[Stored data]
· · ·

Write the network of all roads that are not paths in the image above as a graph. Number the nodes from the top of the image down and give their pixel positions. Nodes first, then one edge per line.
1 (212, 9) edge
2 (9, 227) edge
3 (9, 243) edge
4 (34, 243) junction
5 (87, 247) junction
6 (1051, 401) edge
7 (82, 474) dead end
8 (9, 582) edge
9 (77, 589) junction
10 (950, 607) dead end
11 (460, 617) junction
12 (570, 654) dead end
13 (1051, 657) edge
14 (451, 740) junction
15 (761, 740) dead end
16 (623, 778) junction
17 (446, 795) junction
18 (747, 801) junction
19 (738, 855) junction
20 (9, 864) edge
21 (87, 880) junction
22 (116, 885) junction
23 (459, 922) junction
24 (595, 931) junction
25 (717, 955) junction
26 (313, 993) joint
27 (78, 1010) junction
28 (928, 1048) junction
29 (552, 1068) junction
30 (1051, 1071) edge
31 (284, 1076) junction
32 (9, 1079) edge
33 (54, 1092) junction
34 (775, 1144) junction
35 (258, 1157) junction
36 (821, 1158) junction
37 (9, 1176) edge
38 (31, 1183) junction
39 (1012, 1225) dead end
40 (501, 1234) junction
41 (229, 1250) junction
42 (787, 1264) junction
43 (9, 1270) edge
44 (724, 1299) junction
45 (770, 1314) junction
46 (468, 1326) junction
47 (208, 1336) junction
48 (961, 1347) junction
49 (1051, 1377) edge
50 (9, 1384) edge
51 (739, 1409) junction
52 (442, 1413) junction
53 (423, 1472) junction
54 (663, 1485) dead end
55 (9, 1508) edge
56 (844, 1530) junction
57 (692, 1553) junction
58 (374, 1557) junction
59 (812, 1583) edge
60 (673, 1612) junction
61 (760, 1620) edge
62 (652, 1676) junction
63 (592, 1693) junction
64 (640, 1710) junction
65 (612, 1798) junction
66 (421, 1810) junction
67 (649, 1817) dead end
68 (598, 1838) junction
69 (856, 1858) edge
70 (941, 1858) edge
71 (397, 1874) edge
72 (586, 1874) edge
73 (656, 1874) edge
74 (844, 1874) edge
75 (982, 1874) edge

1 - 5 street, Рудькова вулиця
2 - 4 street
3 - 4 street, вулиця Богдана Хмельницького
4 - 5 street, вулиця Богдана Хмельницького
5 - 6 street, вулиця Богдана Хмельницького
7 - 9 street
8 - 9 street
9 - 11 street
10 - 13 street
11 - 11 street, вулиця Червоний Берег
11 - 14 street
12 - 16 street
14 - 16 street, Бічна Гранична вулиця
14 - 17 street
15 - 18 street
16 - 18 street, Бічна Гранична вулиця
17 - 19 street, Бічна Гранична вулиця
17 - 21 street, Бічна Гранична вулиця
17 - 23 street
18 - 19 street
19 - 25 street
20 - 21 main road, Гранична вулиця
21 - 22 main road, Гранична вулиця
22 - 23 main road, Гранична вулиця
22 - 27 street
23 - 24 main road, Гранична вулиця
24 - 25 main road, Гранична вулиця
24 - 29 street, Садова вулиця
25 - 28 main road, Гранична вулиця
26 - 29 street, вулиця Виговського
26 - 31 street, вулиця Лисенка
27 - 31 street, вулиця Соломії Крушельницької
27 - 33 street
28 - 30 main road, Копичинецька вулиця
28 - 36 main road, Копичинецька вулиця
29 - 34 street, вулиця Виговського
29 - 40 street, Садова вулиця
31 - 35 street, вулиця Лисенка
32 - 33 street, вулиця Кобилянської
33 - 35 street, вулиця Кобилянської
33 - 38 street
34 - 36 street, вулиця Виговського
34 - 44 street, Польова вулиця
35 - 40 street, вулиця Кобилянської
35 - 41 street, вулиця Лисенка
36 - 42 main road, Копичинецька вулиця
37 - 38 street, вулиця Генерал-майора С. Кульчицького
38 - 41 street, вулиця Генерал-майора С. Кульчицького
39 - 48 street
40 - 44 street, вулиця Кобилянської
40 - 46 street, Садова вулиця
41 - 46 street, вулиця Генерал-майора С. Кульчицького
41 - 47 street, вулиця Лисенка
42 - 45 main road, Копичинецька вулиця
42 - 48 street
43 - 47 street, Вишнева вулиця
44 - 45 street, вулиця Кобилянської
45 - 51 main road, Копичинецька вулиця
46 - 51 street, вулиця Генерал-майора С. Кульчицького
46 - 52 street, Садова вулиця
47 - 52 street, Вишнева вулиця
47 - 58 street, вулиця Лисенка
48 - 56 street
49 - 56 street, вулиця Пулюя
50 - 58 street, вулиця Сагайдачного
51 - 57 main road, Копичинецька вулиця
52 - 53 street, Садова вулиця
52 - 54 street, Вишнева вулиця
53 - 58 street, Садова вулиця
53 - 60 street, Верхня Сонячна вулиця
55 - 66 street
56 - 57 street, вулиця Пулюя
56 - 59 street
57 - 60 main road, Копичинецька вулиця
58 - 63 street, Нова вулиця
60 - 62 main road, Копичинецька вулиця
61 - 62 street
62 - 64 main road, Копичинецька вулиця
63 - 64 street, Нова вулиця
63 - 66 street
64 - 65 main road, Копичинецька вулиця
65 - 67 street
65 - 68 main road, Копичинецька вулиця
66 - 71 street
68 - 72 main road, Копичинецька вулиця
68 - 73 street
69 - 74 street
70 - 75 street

· · ·

_Exercise goal:_
What you output should match every line above exactly.

_Exercise result:_
Write the network of all roads that are not paths in the image above as a graph. Number the nodes from the top of the image down and give their pixel positions. Nodes first, then one edge per line.
1 (212, 9) edge
2 (9, 227) edge
3 (9, 243) edge
4 (34, 243) junction
5 (87, 247) junction
6 (1051, 401) edge
7 (82, 474) dead end
8 (9, 582) edge
9 (77, 589) junction
10 (950, 607) dead end
11 (460, 617) junction
12 (570, 654) dead end
13 (1051, 657) edge
14 (451, 740) junction
15 (761, 740) dead end
16 (623, 778) junction
17 (446, 795) junction
18 (747, 801) junction
19 (738, 855) junction
20 (9, 864) edge
21 (87, 880) junction
22 (116, 885) junction
23 (459, 922) junction
24 (595, 931) junction
25 (717, 955) junction
26 (313, 993) joint
27 (78, 1010) junction
28 (928, 1048) junction
29 (552, 1068) junction
30 (1051, 1071) edge
31 (284, 1076) junction
32 (9, 1079) edge
33 (54, 1092) junction
34 (775, 1144) junction
35 (258, 1157) junction
36 (821, 1158) junction
37 (9, 1176) edge
38 (31, 1183) junction
39 (1012, 1225) dead end
40 (501, 1234) junction
41 (229, 1250) junction
42 (787, 1264) junction
43 (9, 1270) edge
44 (724, 1299) junction
45 (770, 1314) junction
46 (468, 1326) junction
47 (208, 1336) junction
48 (961, 1347) junction
49 (1051, 1377) edge
50 (9, 1384) edge
51 (739, 1409) junction
52 (442, 1413) junction
53 (423, 1472) junction
54 (663, 1485) dead end
55 (9, 1508) edge
56 (844, 1530) junction
57 (692, 1553) junction
58 (374, 1557) junction
59 (812, 1583) edge
60 (673, 1612) junction
61 (760, 1620) edge
62 (652, 1676) junction
63 (592, 1693) junction
64 (640, 1710) junction
65 (612, 1798) junction
66 (421, 1810) junction
67 (649, 1817) dead end
68 (598, 1838) junction
69 (856, 1858) edge
70 (941, 1858) edge
71 (397, 1874) edge
72 (586, 1874) edge
73 (656, 1874) edge
74 (844, 1874) edge
75 (982, 1874) edge

1 - 5 street, Рудькова вулиця
2 - 4 street
3 - 4 street, вулиця Богдана Хмельницького
4 - 5 street, вулиця Богдана Хмельницького
5 - 6 street, вулиця Богдана Хмельницького
7 - 9 street
8 - 9 street
9 - 11 street
10 - 13 street
11 - 11 street, вулиця Червоний Берег
11 - 14 street
12 - 16 street
14 - 16 street, Бічна Гранична вулиця
14 - 17 street
15 - 18 street
16 - 18 street, Бічна Гранична вулиця
17 - 19 street, Бічна Гранична вулиця
17 - 21 street, Бічна Гранична вулиця
17 - 23 street
18 - 19 street
19 - 25 street
20 - 21 main road, Гранична вулиця
21 - 22 main road, Гранична вулиця
22 - 23 main road, Гранична вулиця
22 - 27 street
23 - 24 main road, Гранична вулиця
24 - 25 main road, Гранична вулиця
24 - 29 street, Садова вулиця
25 - 28 main road, Гранична вулиця
26 - 29 street, вулиця Виговського
26 - 31 street, вулиця Лисенка
27 - 31 street, вулиця Соломії Крушельницької
27 - 33 street
28 - 30 main road, Копичинецька вулиця
28 - 36 main road, Копичинецька вулиця
29 - 34 street, вулиця Виговського
29 - 40 street, Садова вулиця
31 - 35 street, вулиця Лисенка
32 - 33 street, вулиця Кобилянської
33 - 35 street, вулиця Кобилянської
33 - 38 street
34 - 36 street, вулиця Виговського
34 - 44 street, Польова вулиця
35 - 40 street, вулиця Кобилянської
35 - 41 street, вулиця Лисенка
36 - 42 main road, Копичинецька вулиця
37 - 38 street, вулиця Генерал-майора С. Кульчицького
38 - 41 street, вулиця Генерал-майора С. Кульчицького
39 - 48 street
40 - 44 street, вулиця Кобилянської
40 - 46 street, Садова вулиця
41 - 46 street, вулиця Генерал-майора С. Кульчицького
41 - 47 street, вулиця Лисенка
42 - 45 main road, Копичинецька вулиця
42 - 48 street
43 - 47 street, Вишнева вулиця
44 - 45 street, вулиця Кобилянської
45 - 51 main road, Копичинецька вулиця
46 - 51 street, вулиця Генерал-майора С. Кульчицького
46 - 52 street, Садова вулиця
47 - 52 street, Вишнева вулиця
47 - 58 street, вулиця Лисенка
48 - 56 street
49 - 56 street, вулиця Пулюя
50 - 58 street, вулиця Сагайдачного
51 - 57 main road, Копичинецька вулиця
52 - 53 street, Садова вулиця
52 - 54 street, Вишнева вулиця
53 - 58 street, Садова вулиця
53 - 60 street, Верхня Сонячна вулиця
55 - 66 street
56 - 57 street, вулиця Пулюя
56 - 59 street
57 - 60 main road, Копичинецька вулиця
58 - 63 street, Нова вулиця
60 - 62 main road, Копичинецька вулиця
61 - 62 street
62 - 64 main road, Копичинецька вулиця
63 - 64 street, Нова вулиця
63 - 66 street
64 - 65 main road, Копичинецька вулиця
65 - 67 street
65 - 68 main road, Копичинецька вулиця
66 - 71 street
68 - 72 main road, Копичинецька вулиця
68 - 73 street
69 - 74 street
70 - 75 street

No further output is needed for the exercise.